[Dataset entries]

———

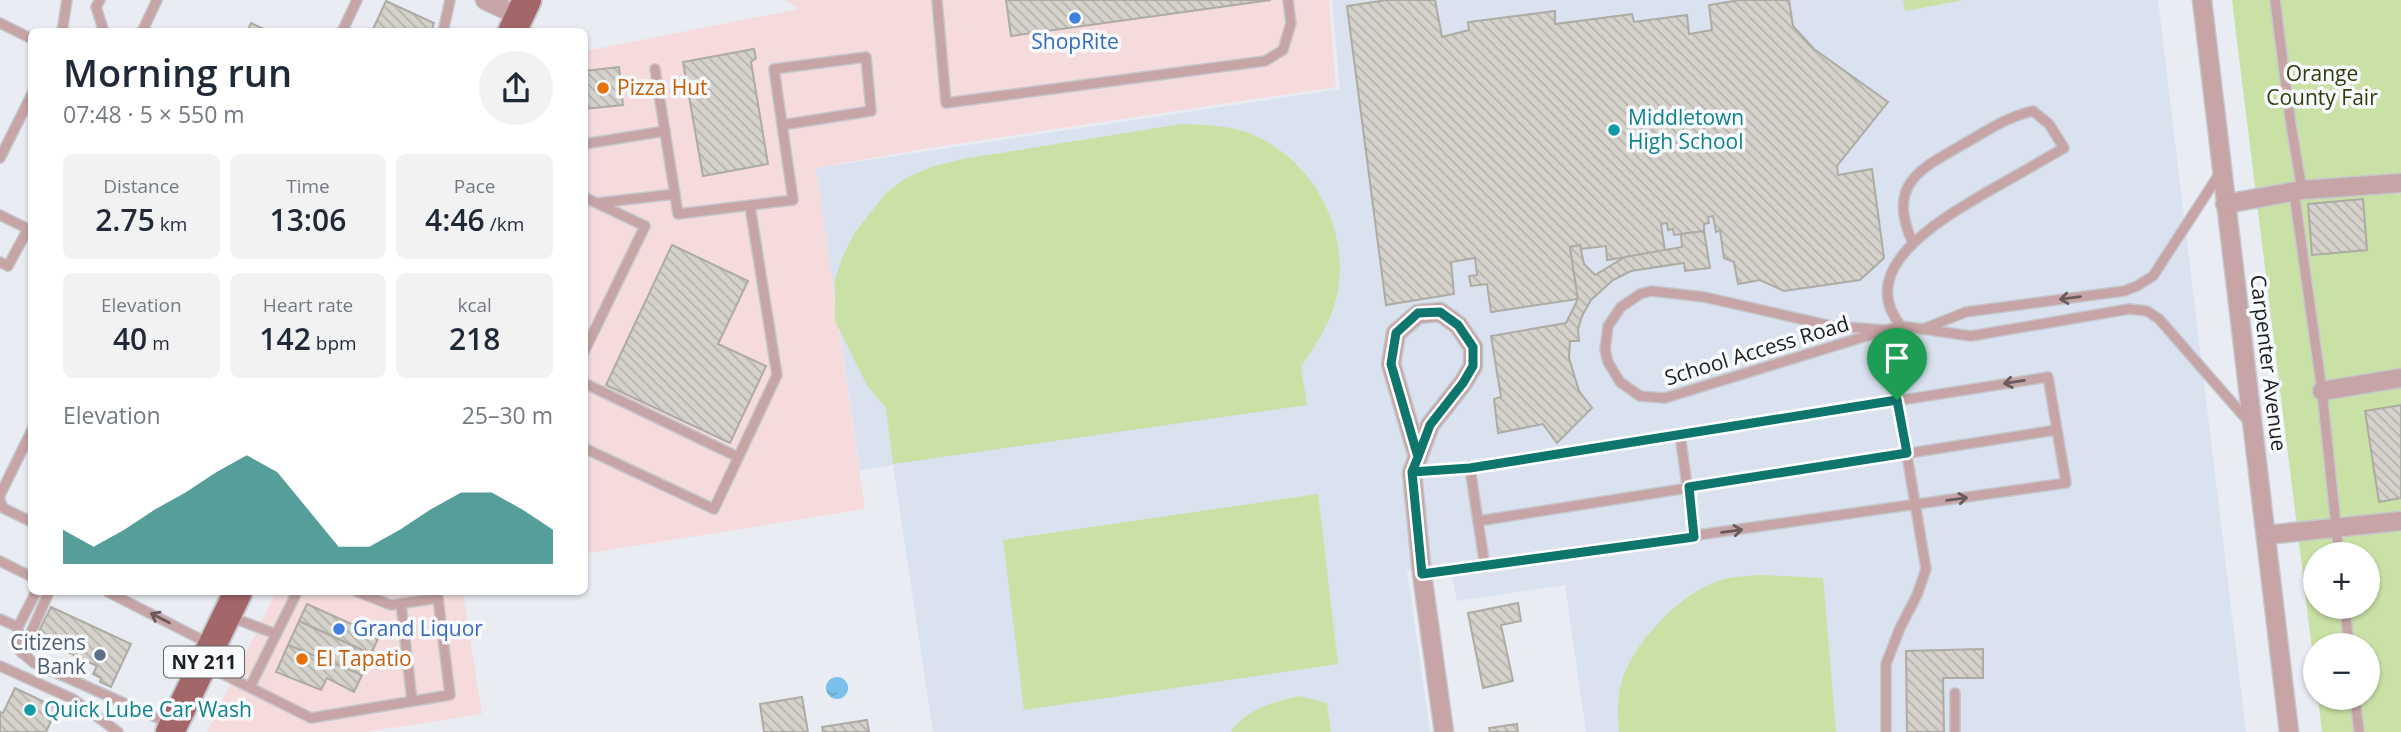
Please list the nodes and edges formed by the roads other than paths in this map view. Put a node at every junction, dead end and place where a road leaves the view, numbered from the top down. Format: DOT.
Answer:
graph roads {
  1 [pos="67,0"];
  2 [pos="100,0"];
  3 [pos="157,0"];
  4 [pos="357,0"];
  5 [pos="450,0"];
  6 [pos="485,0"];
  7 [pos="937,0"];
  8 [pos="1288,0"];
  9 [pos="2202,0"];
  10 [pos="2275,0"];
  11 [pos="519,16"];
  12 [pos="0,23"];
  13 [pos="63,28"];
  14 [pos="103,28"];
  15 [pos="144,28"];
  16 [pos="344,28"];
  17 [pos="444,28"];
  18 [pos="28,37"];
  19 [pos="655,69"];
  20 [pos="28,102"];
  21 [pos="782,125"];
  22 [pos="665,131"];
  23 [pos="588,143"];
  24 [pos="0,158"];
  25 [pos="2222,169"];
  26 [pos="2401,183"];
  27 [pos="2298,191"];
  28 [pos="675,194"];
  29 [pos="588,199"];
  30 [pos="597,203"];
  31 [pos="2225,204"];
  32 [pos="750,205"];
  33 [pos="0,215"];
  34 [pos="1913,243"];
  35 [pos="0,262"];
  36 [pos="2124,291"];
  37 [pos="2129,309"];
  38 [pos="1901,326"];
  39 [pos="1886,330"];
  40 [pos="1920,330"];
  41 [pos="588,344"];
  42 [pos="2401,378"];
  43 [pos="588,385"];
  44 [pos="2322,391"];
  45 [pos="1897,400"];
  46 [pos="2253,426"];
  47 [pos="2056,430"];
  48 [pos="1680,434"];
  49 [pos="28,438"];
  50 [pos="588,450"];
  51 [pos="1907,453"];
  52 [pos="738,457"];
  53 [pos="1415,465"];
  54 [pos="1470,468"];
  55 [pos="1689,487"];
  56 [pos="0,497"];
  57 [pos="1914,505"];
  58 [pos="28,520"];
  59 [pos="1478,521"];
  60 [pos="2401,521"];
  61 [pos="2336,527"];
  62 [pos="2266,535"];
  63 [pos="1694,537"];
  64 [pos="2338,542"];
  65 [pos="0,561"];
  66 [pos="1485,567"];
  67 [pos="1422,574"];
  68 [pos="28,575"];
  69 [pos="34,595"];
  70 [pos="48,595"];
  71 [pos="113,595"];
  72 [pos="296,595"];
  73 [pos="366,595"];
  74 [pos="232,604"];
  75 [pos="401,604"];
  76 [pos="0,619"];
  77 [pos="18,627"];
  78 [pos="276,634"];
  79 [pos="22,653"];
  80 [pos="208,655"];
  81 [pos="0,666"];
  82 [pos="250,687"];
  83 [pos="1955,693"];
  84 [pos="412,701"];
  85 [pos="2356,710"];
  86 [pos="172,728"];
  87 [pos="118,732"];
  88 [pos="1444,732"];
  89 [pos="1886,732"];
  90 [pos="1955,732"];
  91 [pos="2289,732"];
  92 [pos="2359,732"];
  1 -- 13 [label="lane"];
  2 -- 14 [label="lane"];
  3 -- 15 [label="lane"];
  4 -- 16 [label="lane"];
  5 -- 17 [label="lane"];
  6 -- 11 [label="street"];
  7 -- 8 [label="lane"];
  9 -- 25 [label="street, Carpenter Avenue"];
  10 -- 27 [label="lane"];
  12 -- 18 [label="lane"];
  19 -- 22 [label="lane"];
  20 -- 24 [label="lane"];
  21 -- 21 [label="lane"];
  21 -- 32 [label="lane"];
  22 -- 23 [label="lane"];
  22 -- 28 [label="lane"];
  25 -- 31 [label="street, Carpenter Avenue"];
  25 -- 36 [label="lane"];
  26 -- 27 [label="street"];
  27 -- 31 [label="street"];
  27 -- 44 [label="lane"];
  28 -- 30 [label="lane"];
  28 -- 32 [label="lane"];
  29 -- 30 [label="lane"];
  30 -- 41 [label="lane"];
  31 -- 46 [label="street, Carpenter Avenue"];
  32 -- 52 [label="lane"];
  33 -- 35 [label="lane"];
  34 -- 34 [label="lane"];
  34 -- 38 [label="lane"];
  36 -- 37 [label="lane"];
  36 -- 40 [label="lane, one-way"];
  37 -- 40 [label="lane, School Access Road"];
  37 -- 46 [label="lane"];
  38 -- 39 [label="lane, School Access Road"];
  38 -- 40 [label="lane, School Access Road"];
  39 -- 39 [label="lane, School Access Road"];
  39 -- 45 [label="lane"];
  42 -- 44 [label="street"];
  43 -- 52 [label="lane"];
  44 -- 61 [label="lane"];
  47 -- 45 [label="lane, one-way"];
  45 -- 48 [label="lane"];
  45 -- 51 [label="lane"];
  46 -- 62 [label="street, Carpenter Avenue"];
  47 -- 51 [label="lane"];
  57 -- 47 [label="lane, one-way"];
  48 -- 54 [label="lane"];
  48 -- 55 [label="lane"];
  49 -- 56 [label="lane"];
  50 -- 52 [label="lane"];
  51 -- 55 [label="lane"];
  51 -- 57 [label="lane"];
  53 -- 53 [label="street"];
  53 -- 54 [label="lane"];
  53 -- 67 [label="street"];
  54 -- 59 [label="lane"];
  55 -- 59 [label="lane"];
  55 -- 63 [label="lane"];
  56 -- 58 [label="lane"];
  63 -- 57 [label="lane, one-way"];
  57 -- 89 [label="lane"];
  59 -- 66 [label="lane"];
  60 -- 61 [label="street"];
  61 -- 62 [label="street"];
  61 -- 64 [label="lane"];
  62 -- 91 [label="street, Carpenter Avenue"];
  63 -- 66 [label="lane"];
  65 -- 68 [label="lane"];
  66 -- 67 [label="lane"];
  67 -- 88 [label="street"];
  69 -- 77 [label="lane"];
  70 -- 79 [label="lane"];
  80 -- 71 [label="lane, one-way"];
  72 -- 78 [label="lane"];
  73 -- 75 [label="lane"];
  74 -- 78 [label="lane"];
  74 -- 80 [label="main road, NY 211"];
  75 -- 84 [label="lane"];
  75 -- 84 [label="lane"];
  76 -- 77 [label="lane"];
  77 -- 79 [label="lane"];
  78 -- 82 [label="lane"];
  79 -- 86 [label="lane"];
  80 -- 82 [label="lane"];
  80 -- 86 [label="main road, NY 211"];
  81 -- 87 [label="lane"];
  82 -- 84 [label="lane"];
  83 -- 90 [label="lane"];
  85 -- 92 [label="lane"];
}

———

_WHAT THE TASK REQUIRES_
Please give back all the records above word for word, with no pictures included.

_OUTPUT OF THE TASK_
Please list the nodes and edges formed by the roads other than paths in this map view. Put a node at every junction, dead end and place where a road leaves the view, numbered from the top down. Format: DOT.
Answer:
graph roads {
  1 [pos="67,0"];
  2 [pos="100,0"];
  3 [pos="157,0"];
  4 [pos="357,0"];
  5 [pos="450,0"];
  6 [pos="485,0"];
  7 [pos="937,0"];
  8 [pos="1288,0"];
  9 [pos="2202,0"];
  10 [pos="2275,0"];
  11 [pos="519,16"];
  12 [pos="0,23"];
  13 [pos="63,28"];
  14 [pos="103,28"];
  15 [pos="144,28"];
  16 [pos="344,28"];
  17 [pos="444,28"];
  18 [pos="28,37"];
  19 [pos="655,69"];
  20 [pos="28,102"];
  21 [pos="782,125"];
  22 [pos="665,131"];
  23 [pos="588,143"];
  24 [pos="0,158"];
  25 [pos="2222,169"];
  26 [pos="2401,183"];
  27 [pos="2298,191"];
  28 [pos="675,194"];
  29 [pos="588,199"];
  30 [pos="597,203"];
  31 [pos="2225,204"];
  32 [pos="750,205"];
  33 [pos="0,215"];
  34 [pos="1913,243"];
  35 [pos="0,262"];
  36 [pos="2124,291"];
  37 [pos="2129,309"];
  38 [pos="1901,326"];
  39 [pos="1886,330"];
  40 [pos="1920,330"];
  41 [pos="588,344"];
  42 [pos="2401,378"];
  43 [pos="588,385"];
  44 [pos="2322,391"];
  45 [pos="1897,400"];
  46 [pos="2253,426"];
  47 [pos="2056,430"];
  48 [pos="1680,434"];
  49 [pos="28,438"];
  50 [pos="588,450"];
  51 [pos="1907,453"];
  52 [pos="738,457"];
  53 [pos="1415,465"];
  54 [pos="1470,468"];
  55 [pos="1689,487"];
  56 [pos="0,497"];
  57 [pos="1914,505"];
  58 [pos="28,520"];
  59 [pos="1478,521"];
  60 [pos="2401,521"];
  61 [pos="2336,527"];
  62 [pos="2266,535"];
  63 [pos="1694,537"];
  64 [pos="2338,542"];
  65 [pos="0,561"];
  66 [pos="1485,567"];
  67 [pos="1422,574"];
  68 [pos="28,575"];
  69 [pos="34,595"];
  70 [pos="48,595"];
  71 [pos="113,595"];
  72 [pos="296,595"];
  73 [pos="366,595"];
  74 [pos="232,604"];
  75 [pos="401,604"];
  76 [pos="0,619"];
  77 [pos="18,627"];
  78 [pos="276,634"];
  79 [pos="22,653"];
  80 [pos="208,655"];
  81 [pos="0,666"];
  82 [pos="250,687"];
  83 [pos="1955,693"];
  84 [pos="412,701"];
  85 [pos="2356,710"];
  86 [pos="172,728"];
  87 [pos="118,732"];
  88 [pos="1444,732"];
  89 [pos="1886,732"];
  90 [pos="1955,732"];
  91 [pos="2289,732"];
  92 [pos="2359,732"];
  1 -- 13 [label="lane"];
  2 -- 14 [label="lane"];
  3 -- 15 [label="lane"];
  4 -- 16 [label="lane"];
  5 -- 17 [label="lane"];
  6 -- 11 [label="street"];
  7 -- 8 [label="lane"];
  9 -- 25 [label="street, Carpenter Avenue"];
  10 -- 27 [label="lane"];
  12 -- 18 [label="lane"];
  19 -- 22 [label="lane"];
  20 -- 24 [label="lane"];
  21 -- 21 [label="lane"];
  21 -- 32 [label="lane"];
  22 -- 23 [label="lane"];
  22 -- 28 [label="lane"];
  25 -- 31 [label="street, Carpenter Avenue"];
  25 -- 36 [label="lane"];
  26 -- 27 [label="street"];
  27 -- 31 [label="street"];
  27 -- 44 [label="lane"];
  28 -- 30 [label="lane"];
  28 -- 32 [label="lane"];
  29 -- 30 [label="lane"];
  30 -- 41 [label="lane"];
  31 -- 46 [label="street, Carpenter Avenue"];
  32 -- 52 [label="lane"];
  33 -- 35 [label="lane"];
  34 -- 34 [label="lane"];
  34 -- 38 [label="lane"];
  36 -- 37 [label="lane"];
  36 -- 40 [label="lane, one-way"];
  37 -- 40 [label="lane, School Access Road"];
  37 -- 46 [label="lane"];
  38 -- 39 [label="lane, School Access Road"];
  38 -- 40 [label="lane, School Access Road"];
  39 -- 39 [label="lane, School Access Road"];
  39 -- 45 [label="lane"];
  42 -- 44 [label="street"];
  43 -- 52 [label="lane"];
  44 -- 61 [label="lane"];
  47 -- 45 [label="lane, one-way"];
  45 -- 48 [label="lane"];
  45 -- 51 [label="lane"];
  46 -- 62 [label="street, Carpenter Avenue"];
  47 -- 51 [label="lane"];
  57 -- 47 [label="lane, one-way"];
  48 -- 54 [label="lane"];
  48 -- 55 [label="lane"];
  49 -- 56 [label="lane"];
  50 -- 52 [label="lane"];
  51 -- 55 [label="lane"];
  51 -- 57 [label="lane"];
  53 -- 53 [label="street"];
  53 -- 54 [label="lane"];
  53 -- 67 [label="street"];
  54 -- 59 [label="lane"];
  55 -- 59 [label="lane"];
  55 -- 63 [label="lane"];
  56 -- 58 [label="lane"];
  63 -- 57 [label="lane, one-way"];
  57 -- 89 [label="lane"];
  59 -- 66 [label="lane"];
  60 -- 61 [label="street"];
  61 -- 62 [label="street"];
  61 -- 64 [label="lane"];
  62 -- 91 [label="street, Carpenter Avenue"];
  63 -- 66 [label="lane"];
  65 -- 68 [label="lane"];
  66 -- 67 [label="lane"];
  67 -- 88 [label="street"];
  69 -- 77 [label="lane"];
  70 -- 79 [label="lane"];
  80 -- 71 [label="lane, one-way"];
  72 -- 78 [label="lane"];
  73 -- 75 [label="lane"];
  74 -- 78 [label="lane"];
  74 -- 80 [label="main road, NY 211"];
  75 -- 84 [label="lane"];
  75 -- 84 [label="lane"];
  76 -- 77 [label="lane"];
  77 -- 79 [label="lane"];
  78 -- 82 [label="lane"];
  79 -- 86 [label="lane"];
  80 -- 82 [label="lane"];
  80 -- 86 [label="main road, NY 211"];
  81 -- 87 [label="lane"];
  82 -- 84 [label="lane"];
  83 -- 90 [label="lane"];
  85 -- 92 [label="lane"];
}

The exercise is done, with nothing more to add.